WORK TASK: Everything in the listing that follows should be reproduced exactly except the pictures.

DATA LISTING:
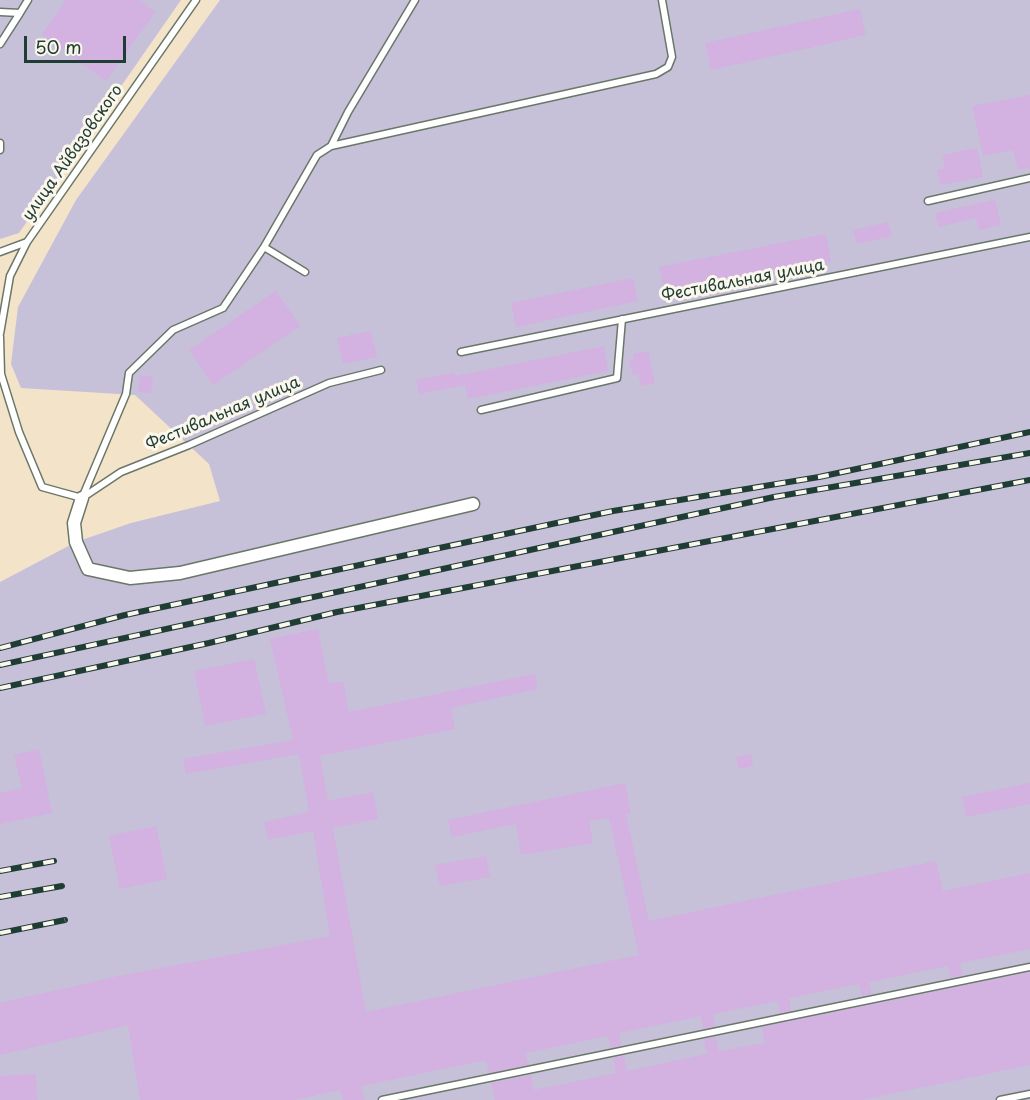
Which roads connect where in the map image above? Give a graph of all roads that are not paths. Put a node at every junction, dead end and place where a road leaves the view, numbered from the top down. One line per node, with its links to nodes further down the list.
1 (28, 0): 6 (lane)
2 (196, 0): 14 (lane, улица Айвазовского)
3 (415, 0): 9 (lane)
4 (662, 0): 9 (lane)
5 (0, 12): 6 (lane)
6 (20, 13): 7 (lane)
7 (0, 44)
8 (0, 143): 10 (lane)
9 (331, 146): 15 (lane)
10 (0, 150)
11 (1030, 178): 12 (lane)
12 (928, 201)
13 (1030, 237): 18 (lane, Фестивальная улица)
14 (27, 242): 16 (lane); 19 (lane, улица Айвазовского)
15 (264, 247): 17 (lane); 23 (lane)
16 (0, 252)
17 (305, 272)
18 (622, 319): 20 (lane, Фестивальная улица); 22 (lane)
19 (0, 336): 23 (lane, улица Айвазовского)
20 (461, 352)
21 (381, 370): 23 (lane, Фестивальная улица)
22 (482, 410)
23 (82, 498): 24 (street)
24 (473, 504)
25 (1030, 967): 27 (lane)
26 (1030, 1094): 28 (lane)
27 (382, 1100)
28 (1000, 1100)

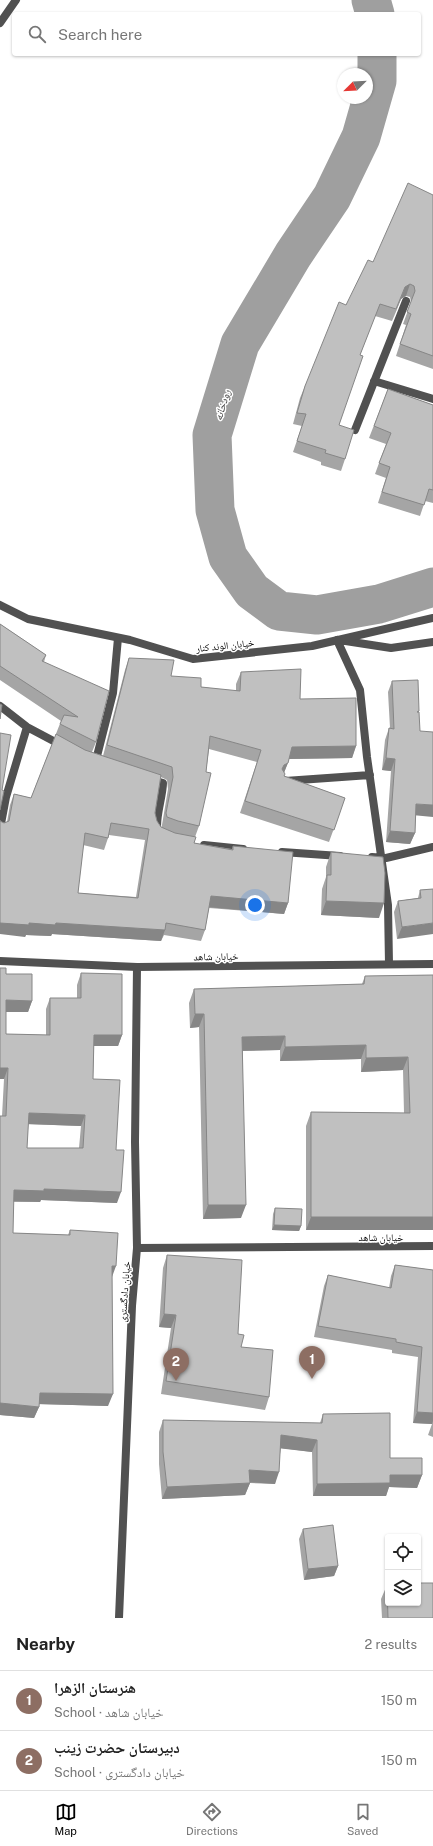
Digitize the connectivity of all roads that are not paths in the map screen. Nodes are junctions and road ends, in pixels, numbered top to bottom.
1 (16, 0) edge
2 (0, 23) edge
3 (406, 301) dead end
4 (374, 381) junction
5 (433, 399) edge
6 (355, 430) edge
7 (0, 605) edge
8 (433, 618) edge
9 (118, 638) junction
10 (337, 640) junction
11 (433, 642) edge
12 (0, 706) edge
13 (27, 727) junction
14 (70, 749) edge
15 (104, 763) edge
16 (370, 775) junction
17 (141, 776) edge
18 (283, 781) edge
19 (1, 820) edge
20 (0, 829) edge
21 (164, 836) edge
22 (195, 844) edge
23 (433, 847) edge
24 (252, 851) edge
25 (275, 852) edge
26 (349, 856) edge
27 (362, 857) edge
28 (382, 857) junction
29 (0, 961) edge
30 (389, 964) junction
31 (433, 964) edge
32 (137, 967) junction
33 (433, 1246) edge
34 (137, 1248) junction
35 (119, 1618) edge

1 - 2 street
3 - 4 street
4 - 5 street
4 - 6 street
7 - 9 street, خیابان الوند کنار
8 - 10 street, خیابان الوند کنار
9 - 10 street, خیابان الوند کنار
9 - 15 street
10 - 11 street
10 - 16 street
12 - 13 street
13 - 14 street
13 - 19 street
16 - 18 street
16 - 28 street
17 - 21 street
19 - 20 street
22 - 24 street
23 - 28 street
25 - 26 street
27 - 28 street
28 - 30 street
29 - 32 street, خیابان شاهد
30 - 31 street, خیابان شاهد
30 - 32 street, خیابان شاهد
32 - 34 street, خیابان دادگستری
33 - 34 street, خیابان شاهد
34 - 35 street, خیابان دادگستری

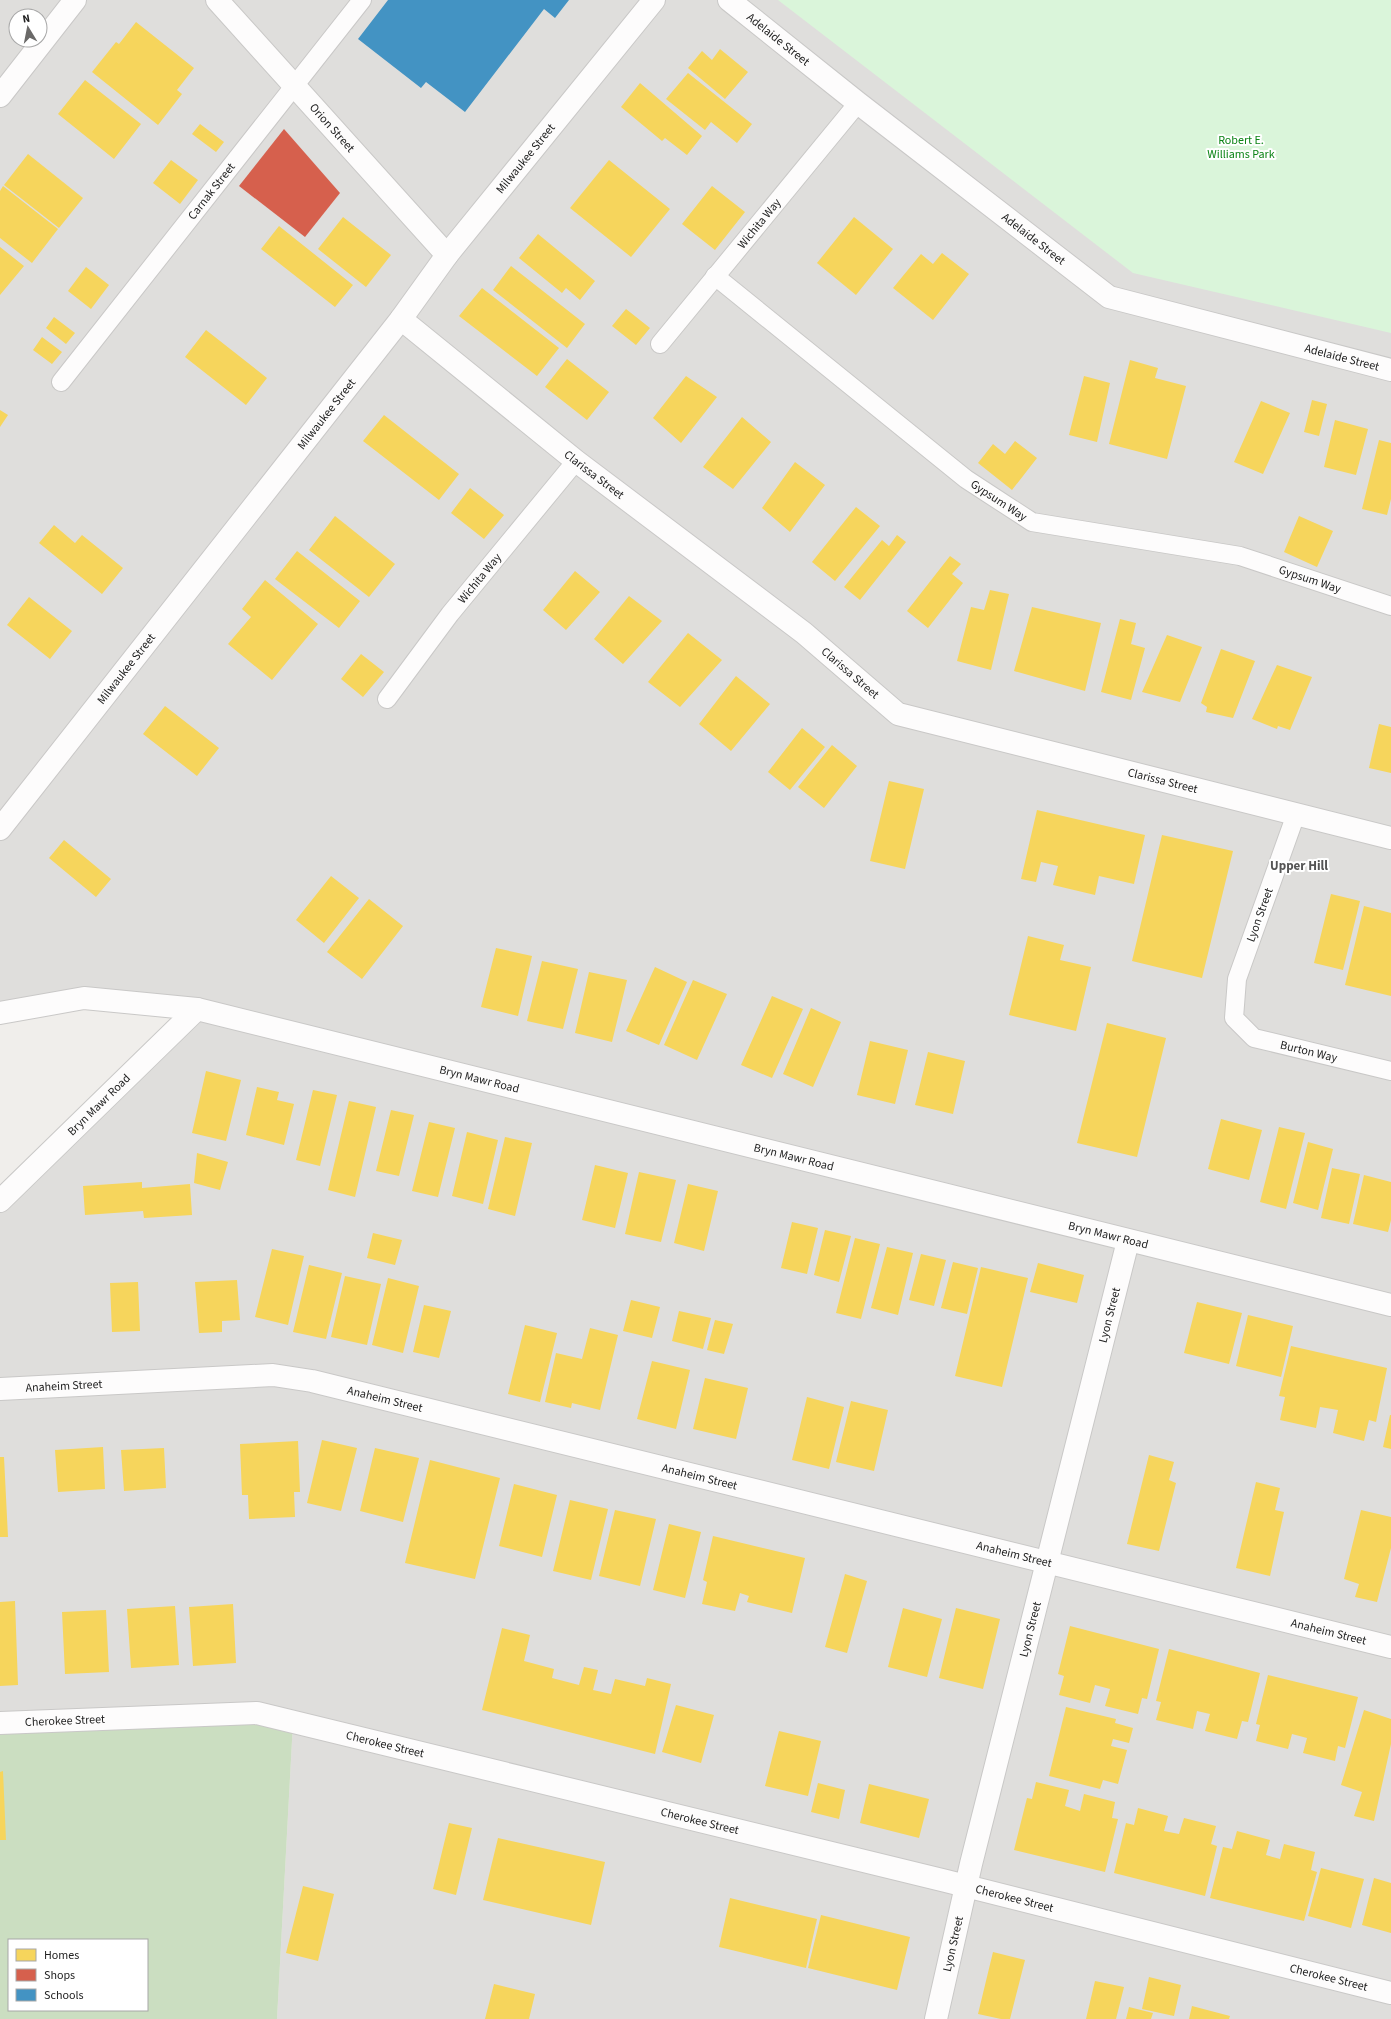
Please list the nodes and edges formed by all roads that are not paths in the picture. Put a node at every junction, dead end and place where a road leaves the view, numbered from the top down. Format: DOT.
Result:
graph roads {
  1 [pos="75,0"];
  2 [pos="217,0"];
  3 [pos="362,0"];
  4 [pos="654,0"];
  5 [pos="730,0"];
  6 [pos="295,86"];
  7 [pos="0,96"];
  8 [pos="858,103"];
  9 [pos="447,255"];
  10 [pos="715,276"];
  11 [pos="400,320"];
  12 [pos="660,344"];
  13 [pos="1391,370"];
  14 [pos="61,382"];
  15 [pos="576,461"];
  16 [pos="1391,606"];
  17 [pos="388,699"];
  18 [pos="1296,814"];
  19 [pos="0,828"];
  20 [pos="1391,838"];
  21 [pos="197,1009"];
  22 [pos="0,1013"];
  23 [pos="1234,1018"];
  24 [pos="1391,1072"];
  25 [pos="0,1201"];
  26 [pos="1128,1241"];
  27 [pos="1391,1306"];
  28 [pos="0,1389"];
  29 [pos="1048,1562"];
  30 [pos="1391,1647"];
  31 [pos="0,1723"];
  32 [pos="966,1886"];
  33 [pos="1391,1992"];
  34 [pos="936,2019"];
  1 -- 7 [label="street"];
  2 -- 6 [label="street, Orion Street"];
  3 -- 6 [label="lane, Carnak Street"];
  4 -- 9 [label="street, Milwaukee Street"];
  5 -- 8 [label="street, Adelaide Street"];
  6 -- 9 [label="street, Orion Street"];
  6 -- 14 [label="lane, Carnak Street"];
  8 -- 10 [label="lane, Wichita Way"];
  8 -- 13 [label="street, Adelaide Street"];
  9 -- 11 [label="street, Milwaukee Street"];
  10 -- 12 [label="lane, Wichita Way"];
  10 -- 16 [label="lane, Gypsum Way"];
  11 -- 15 [label="street, Clarissa Street"];
  11 -- 19 [label="street, Milwaukee Street"];
  15 -- 17 [label="lane, Wichita Way"];
  15 -- 18 [label="street, Clarissa Street"];
  18 -- 20 [label="street, Clarissa Street"];
  18 -- 23 [label="lane, Lyon Street"];
  21 -- 22 [label="street, Bryn Mawr Road"];
  21 -- 25 [label="street, Bryn Mawr Road"];
  21 -- 26 [label="street, Bryn Mawr Road"];
  23 -- 24 [label="lane, Burton Way"];
  26 -- 27 [label="street, Bryn Mawr Road"];
  26 -- 29 [label="street, Lyon Street"];
  28 -- 29 [label="street, Anaheim Street"];
  29 -- 30 [label="street, Anaheim Street"];
  29 -- 32 [label="street, Lyon Street"];
  31 -- 32 [label="street, Cherokee Street"];
  32 -- 33 [label="street, Cherokee Street"];
  32 -- 34 [label="street, Lyon Street"];
}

RESPONSE:
Which roads connect where in the map image above? Give a graph of all roads that are not paths. Put a node at every junction, dead end and place where a road leaves the view, numbered from the top down. One line per node, with its links to nodes further down the list.
1 (28, 0): 6 (lane)
2 (196, 0): 14 (lane, улица Айвазовского)
3 (415, 0): 9 (lane)
4 (662, 0): 9 (lane)
5 (0, 12): 6 (lane)
6 (20, 13): 7 (lane)
7 (0, 44)
8 (0, 143): 10 (lane)
9 (331, 146): 15 (lane)
10 (0, 150)
11 (1030, 178): 12 (lane)
12 (928, 201)
13 (1030, 237): 18 (lane, Фестивальная улица)
14 (27, 242): 16 (lane); 19 (lane, улица Айвазовского)
15 (264, 247): 17 (lane); 23 (lane)
16 (0, 252)
17 (305, 272)
18 (622, 319): 20 (lane, Фестивальная улица); 22 (lane)
19 (0, 336): 23 (lane, улица Айвазовского)
20 (461, 352)
21 (381, 370): 23 (lane, Фестивальная улица)
22 (482, 410)
23 (82, 498): 24 (street)
24 (473, 504)
25 (1030, 967): 27 (lane)
26 (1030, 1094): 28 (lane)
27 (382, 1100)
28 (1000, 1100)

Digitize the connectivity of all roads that are not paths in the map screen. Nodes are junctions and road ends, in pixels, numbered top to bottom.
1 (16, 0) edge
2 (0, 23) edge
3 (406, 301) dead end
4 (374, 381) junction
5 (433, 399) edge
6 (355, 430) edge
7 (0, 605) edge
8 (433, 618) edge
9 (118, 638) junction
10 (337, 640) junction
11 (433, 642) edge
12 (0, 706) edge
13 (27, 727) junction
14 (70, 749) edge
15 (104, 763) edge
16 (370, 775) junction
17 (141, 776) edge
18 (283, 781) edge
19 (1, 820) edge
20 (0, 829) edge
21 (164, 836) edge
22 (195, 844) edge
23 (433, 847) edge
24 (252, 851) edge
25 (275, 852) edge
26 (349, 856) edge
27 (362, 857) edge
28 (382, 857) junction
29 (0, 961) edge
30 (389, 964) junction
31 (433, 964) edge
32 (137, 967) junction
33 (433, 1246) edge
34 (137, 1248) junction
35 (119, 1618) edge

1 - 2 street
3 - 4 street
4 - 5 street
4 - 6 street
7 - 9 street, خیابان الوند کنار
8 - 10 street, خیابان الوند کنار
9 - 10 street, خیابان الوند کنار
9 - 15 street
10 - 11 street
10 - 16 street
12 - 13 street
13 - 14 street
13 - 19 street
16 - 18 street
16 - 28 street
17 - 21 street
19 - 20 street
22 - 24 street
23 - 28 street
25 - 26 street
27 - 28 street
28 - 30 street
29 - 32 street, خیابان شاهد
30 - 31 street, خیابان شاهد
30 - 32 street, خیابان شاهد
32 - 34 street, خیابان دادگستری
33 - 34 street, خیابان شاهد
34 - 35 street, خیابان دادگستری

Please list the nodes and edges formed by all roads that are not paths in the picture. Put a node at every junction, dead end and place where a road leaves the view, numbered from the top down. Format: DOT.
Result:
graph roads {
  1 [pos="75,0"];
  2 [pos="217,0"];
  3 [pos="362,0"];
  4 [pos="654,0"];
  5 [pos="730,0"];
  6 [pos="295,86"];
  7 [pos="0,96"];
  8 [pos="858,103"];
  9 [pos="447,255"];
  10 [pos="715,276"];
  11 [pos="400,320"];
  12 [pos="660,344"];
  13 [pos="1391,370"];
  14 [pos="61,382"];
  15 [pos="576,461"];
  16 [pos="1391,606"];
  17 [pos="388,699"];
  18 [pos="1296,814"];
  19 [pos="0,828"];
  20 [pos="1391,838"];
  21 [pos="197,1009"];
  22 [pos="0,1013"];
  23 [pos="1234,1018"];
  24 [pos="1391,1072"];
  25 [pos="0,1201"];
  26 [pos="1128,1241"];
  27 [pos="1391,1306"];
  28 [pos="0,1389"];
  29 [pos="1048,1562"];
  30 [pos="1391,1647"];
  31 [pos="0,1723"];
  32 [pos="966,1886"];
  33 [pos="1391,1992"];
  34 [pos="936,2019"];
  1 -- 7 [label="street"];
  2 -- 6 [label="street, Orion Street"];
  3 -- 6 [label="lane, Carnak Street"];
  4 -- 9 [label="street, Milwaukee Street"];
  5 -- 8 [label="street, Adelaide Street"];
  6 -- 9 [label="street, Orion Street"];
  6 -- 14 [label="lane, Carnak Street"];
  8 -- 10 [label="lane, Wichita Way"];
  8 -- 13 [label="street, Adelaide Street"];
  9 -- 11 [label="street, Milwaukee Street"];
  10 -- 12 [label="lane, Wichita Way"];
  10 -- 16 [label="lane, Gypsum Way"];
  11 -- 15 [label="street, Clarissa Street"];
  11 -- 19 [label="street, Milwaukee Street"];
  15 -- 17 [label="lane, Wichita Way"];
  15 -- 18 [label="street, Clarissa Street"];
  18 -- 20 [label="street, Clarissa Street"];
  18 -- 23 [label="lane, Lyon Street"];
  21 -- 22 [label="street, Bryn Mawr Road"];
  21 -- 25 [label="street, Bryn Mawr Road"];
  21 -- 26 [label="street, Bryn Mawr Road"];
  23 -- 24 [label="lane, Burton Way"];
  26 -- 27 [label="street, Bryn Mawr Road"];
  26 -- 29 [label="street, Lyon Street"];
  28 -- 29 [label="street, Anaheim Street"];
  29 -- 30 [label="street, Anaheim Street"];
  29 -- 32 [label="street, Lyon Street"];
  31 -- 32 [label="street, Cherokee Street"];
  32 -- 33 [label="street, Cherokee Street"];
  32 -- 34 [label="street, Lyon Street"];
}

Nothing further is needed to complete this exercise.